I suppose the only parallel which does occur is people with serious mental health issues being sectioned.
Yes, because of their potential to harm others. Being suicidal isn't enough to get you sectioned, you have to be a clear danger to others.
It’s a tough one. If a professional psychologist identifies someone as being dangerous and a potential axe murderer should we wait for them to do it before acting or should we just lock them up just to be safe even if they’ve so far done nothing?
We're not talking about locking this guy up. We're talking about the equivalent of not letting a potential axe murderer have an axe.
After the Dunblane school shooting, around 10,000 law-abiding shooters had their pistols confiscated by the Govt and section 5 of the Firearms Act was amended to ban private ownership of most pistols.
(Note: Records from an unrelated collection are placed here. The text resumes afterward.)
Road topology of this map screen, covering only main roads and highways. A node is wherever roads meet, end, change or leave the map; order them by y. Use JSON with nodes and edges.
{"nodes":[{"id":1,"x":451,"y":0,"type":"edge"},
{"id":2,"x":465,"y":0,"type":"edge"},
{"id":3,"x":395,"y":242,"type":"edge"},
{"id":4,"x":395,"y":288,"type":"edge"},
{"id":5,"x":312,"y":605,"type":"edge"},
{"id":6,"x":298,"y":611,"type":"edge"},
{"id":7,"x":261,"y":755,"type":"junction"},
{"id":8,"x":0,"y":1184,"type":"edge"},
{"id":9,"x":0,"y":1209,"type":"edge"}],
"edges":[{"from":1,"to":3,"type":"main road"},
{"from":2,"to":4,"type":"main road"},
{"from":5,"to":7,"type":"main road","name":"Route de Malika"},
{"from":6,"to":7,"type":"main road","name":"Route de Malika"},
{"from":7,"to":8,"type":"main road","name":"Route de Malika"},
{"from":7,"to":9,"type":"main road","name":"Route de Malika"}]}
Few people outside the shooting community consider that ban disproportionate, yet many on this thread think that banning one man, who already has form for sexual harassment and does not understand the need for consent and this lack of understanding is supported by observational evidence, from having unsupervised access to women is disproportionate to protect an unspecified and potentially unlimited number of women.
No one seems to want to engage with the fact that he already has form for boundary violations. No one seems to want to engage with the reality that, to have sex (which the ruling was explicitly about), a man, who is known not to understand the need for a woman to consent, will have to be left alone and unsupervised with a woman.
He can have supervised dates, supervised nights out, supervised everything, but not supervised sex. And sex is when he is the most danger to women. Sex is when he most needs to understand the need for the woman's consent. And he doesn't. And the only way to give him that access is to knowing put women at elevated risk of rape.